Die Chronologie der Ereignisse: Bei Peter Lack von der Unteren Umweltbehörde des Kreises ging am Samstagabend um 21.15 Uhr der Notruf ein. „Gemeinsam mit Bürgermeisterin Erika Schmidt und den genannten Feuerwehren war es gelungen, Ölsperren aufzubauen“, so der Experte. Eine davon sei direkt am Ausfluss neben der Wiedau-Brücke errichtet worden, eine zweite Sperre flussabwärts hinter der Brücke und eine dritte Ölsperre bei Hemsbünde. „So konnten wir die Ölfilm zum Halten bringen“, erklärte Lack.

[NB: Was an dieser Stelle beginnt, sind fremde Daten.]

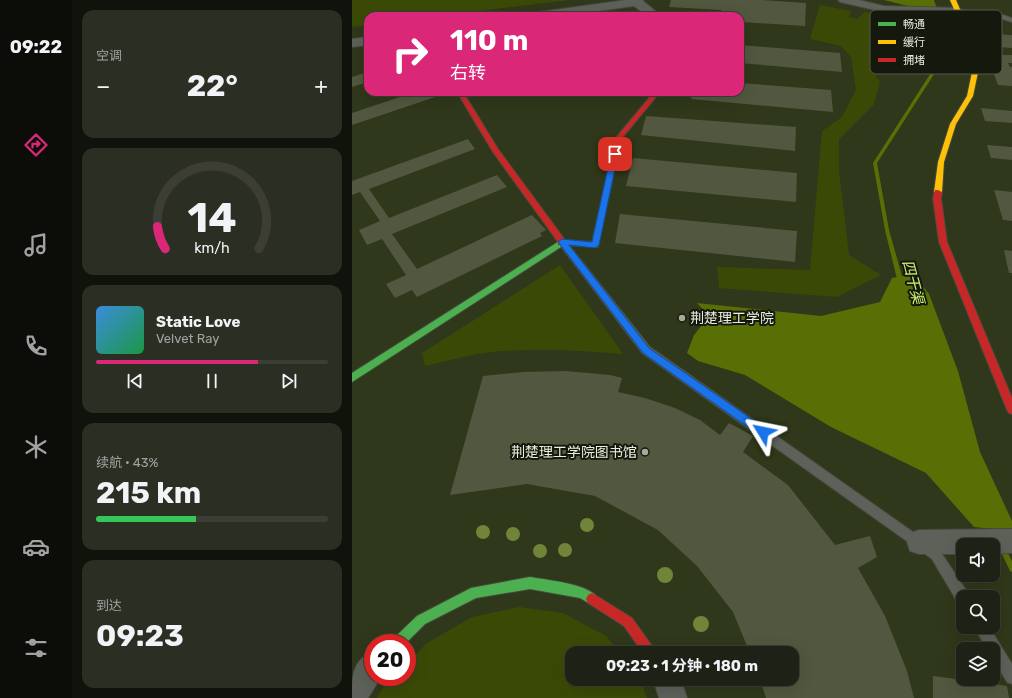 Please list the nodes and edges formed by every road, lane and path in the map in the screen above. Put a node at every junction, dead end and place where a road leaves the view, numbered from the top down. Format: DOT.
graph roads {
  1 [pos="844,0"];
  2 [pos="953,0"];
  3 [pos="636,1"];
  4 [pos="907,10"];
  5 [pos="952,10"];
  6 [pos="565,12"];
  7 [pos="650,12"];
  8 [pos="1002,17"];
  9 [pos="1012,20"];
  10 [pos="364,42"];
  11 [pos="352,43"];
  12 [pos="975,74"];
  13 [pos="462,96"];
  14 [pos="654,96"];
  15 [pos="562,242"];
  16 [pos="352,378"];
  17 [pos="1012,410"];
  18 [pos="1012,541"];
  19 [pos="919,542"];
  20 [pos="958,590"];
  21 [pos="406,634"];
  22 [pos="985,634"];
  23 [pos="646,646"];
  24 [pos="1012,677"];
  25 [pos="364,679"];
  26 [pos="669,686"];
  27 [pos="352,697"];
  28 [pos="673,698"];
  1 -- 4 [label="street"];
  2 -- 5 [label="street"];
  3 -- 6 [label="street"];
  3 -- 7 [label="street"];
  8 -- 9 [label="lane"];
  10 -- 11 [label="street"];
  12 -- 17 [label="street"];
  13 -- 15 [label="street"];
  14 -- 15 [label="street"];
  15 -- 16 [label="street"];
  15 -- 19 [label="lane"];
  18 -- 19 [label="street"];
  19 -- 20 [label="lane"];
  21 -- 23 [label="street"];
  22 -- 24 [label="lane"];
  25 -- 27 [label="street"];
  26 -- 28 [label="street"];
} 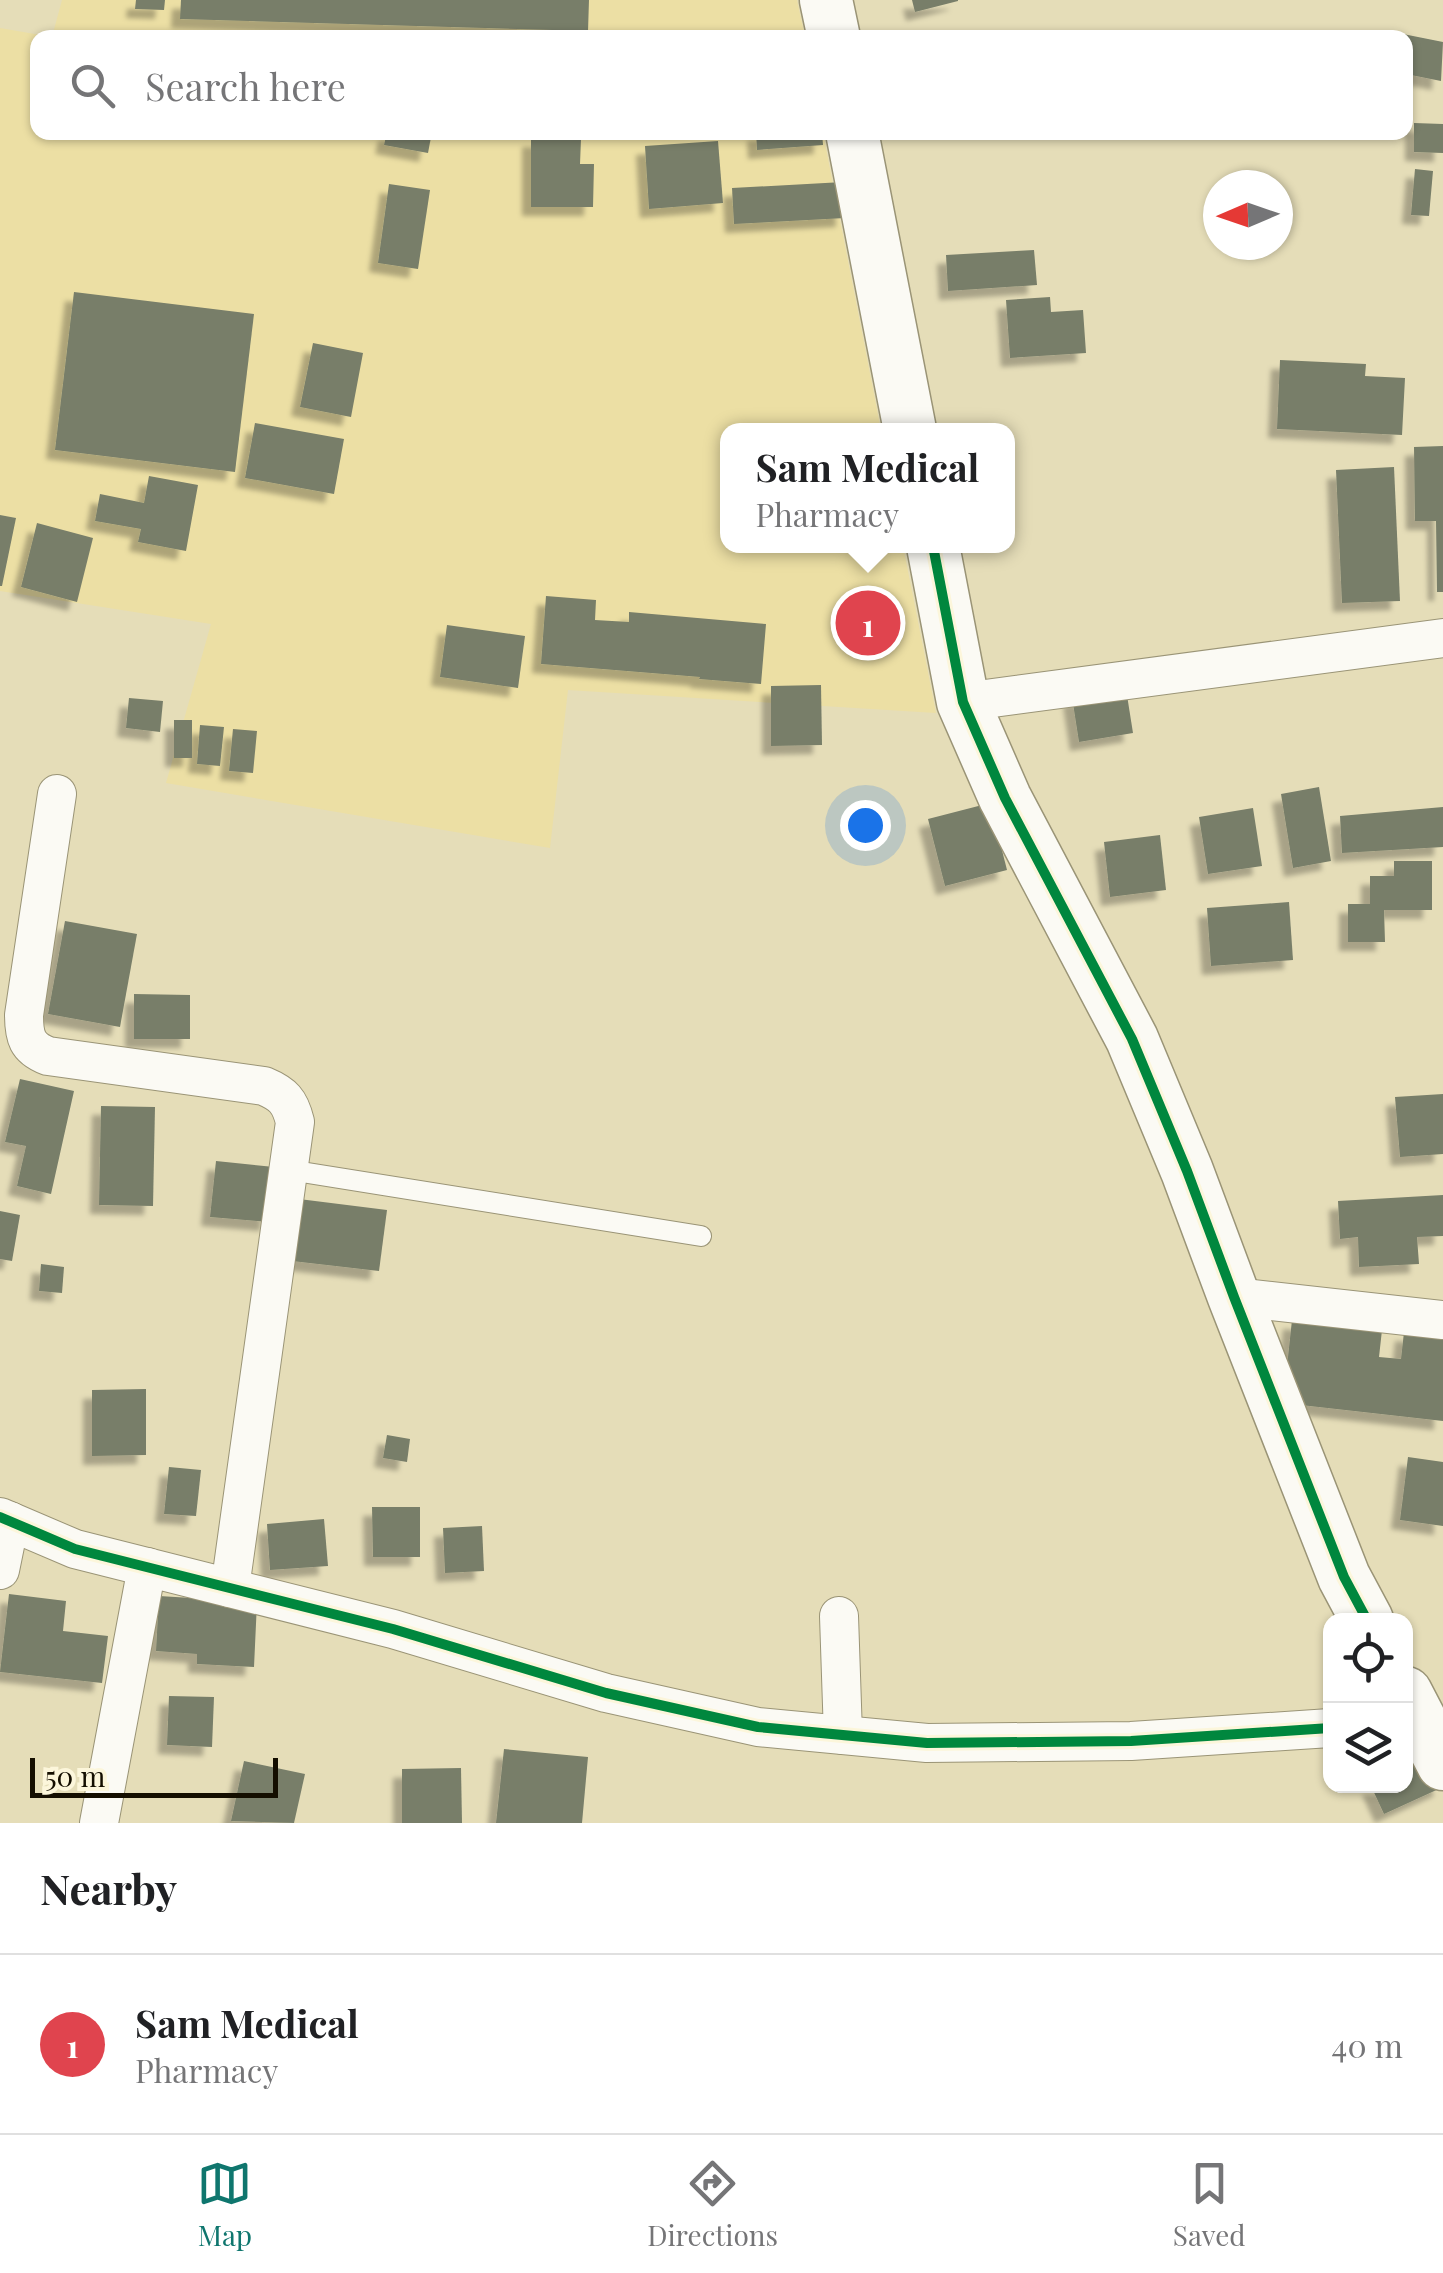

Heizöl fließt in die Wiedau

Die Verdünnung in der Wiedau sei so groß gewesen, dass zu keiner Zeit Gefahr für die Fische bestand, hieß es. „Wir haben eine Spezialfirma aus Scheeßel angefordert, die mit zwei Saugfahrzeugen das Öl-Wasser-Bindemittel-Gemisch absaugen wird“.

Mitten hinein platzte die Nachricht, dass sich der Bewohner eines Grundstückes an der Schulstraße gemeldet habe. Jener befürchtete, dass bei Bodenarbeiten eventuell eine Entlüftungsleitung vom Öltank beschädigt worden sein könnte. Bei ihm sei Öl in der Dränage. Tatsächlich war die Leitung defekt und das Regenwasser in den Tank geflossen – von dort aus in den Schacht und anschließend in den Kanal. Tank und Domschacht wurden durch die Einsatzkräfte leergepumpt. So konnte kein weiteres Öl in den Regenwasserkanal gelangen.